N-Methyl-D-Aspartate Receptor availability in First-Episode Psychosis: a multi-modal PET-MR brain imaging study
K. Beck, A. Arumuham, S. Brugger, R. Mccutcheon, M. Veronese, S. Kaar, T. Pillinger, J. Stone, O. Howes
European Psychiatry November 17, 2023 Peer reviewed DOI: 10.1192/j.eurpsy.2022.238 via DOAJ
Summary
Patients with first episode psychosis showed significantly lower N-Methyl-D-Aspartate Receptor (NMDAR) availability in the hippocampus compared to healthy controls, with a distribution volume ratio (DVR) that was negatively associated with symptom severity. Specifically, the hippocampal DVR was lower in patients (Cohen’s d=0.81), while no significant differences were observed in other brain regions.

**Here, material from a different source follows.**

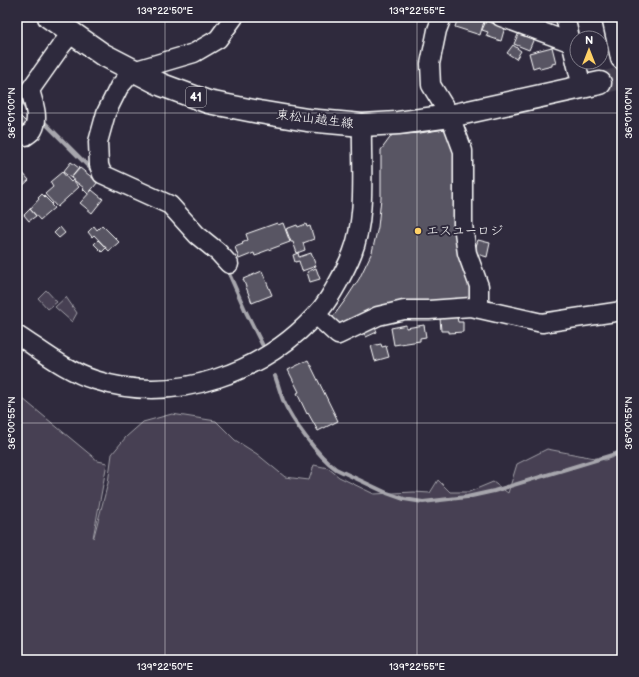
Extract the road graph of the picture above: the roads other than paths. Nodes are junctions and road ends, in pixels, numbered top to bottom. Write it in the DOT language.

An inverse relationship between hippocampal NMDAR availability and striatal glutamate levels was found in patients but not in controls.
Study at a glance
| Design | observational cohort |
|---|---|
| Sample size | 40 |
| Population | 21 patients with first episode psychosis and 19 matched healthy controls |
| Key finding | Hippocampal NMDAR availability was significantly lower in patients with first episode psychosis compared to healthy controls. |
Abstract
Introduction N-Methyl-D-Aspartate Receptor (NMDAR) hypofunction is hypothesised to underlie psychosis but this has not been tested early in illness. Objectives Our aim was to determine if NMDAR availability was lower in patients with first episode psychosis compared to healthy controls. Methods To address this, we studied 40 volunteers (21 patients with first episode psychosis and 19 matched healthy controls) using PET imaging with an NMDAR selective ligand, [18F]GE179, that binds to the ketamine binding site to index its distribution volume ratio (DVR) and volume of distribution (VT). Striatal glutamatergic indices (glutamate and Glx) were measured simultaneously using magnetic resonance spectroscopy imaging (1H-MRS). Results Hippocampal DVR, but not VT, was significantly lower in patients relative to controls (p=0.02, Cohen’s d=0.81; p=0.15, Cohen’s d=0.49), and negatively associated with total (rho=-0.47, p= 0.04), depressive (rho=-0.67, p=0.002), and general symptom severity (rho=-0.74, p<0.001). Exploratory analyses found no significant differences in other brain regions (anterior cingulate cortex, thalamus, striatum and temporal cortex). We found an inverse relationship between hippocampal NMDAR availability and striatal glutamate levels in people with first-episode psychosis (rho = -0.74, p <0.001) but not in healthy controls (rho = -0.22, p = 0.44). Conclusions These findings are consistent with the NMDAR hypofunction hypothesis and identify the hippocampus as a key locus for relative NMDAR hypofunction, although further studies should test specificity and causality. Disclosure No significant relationships.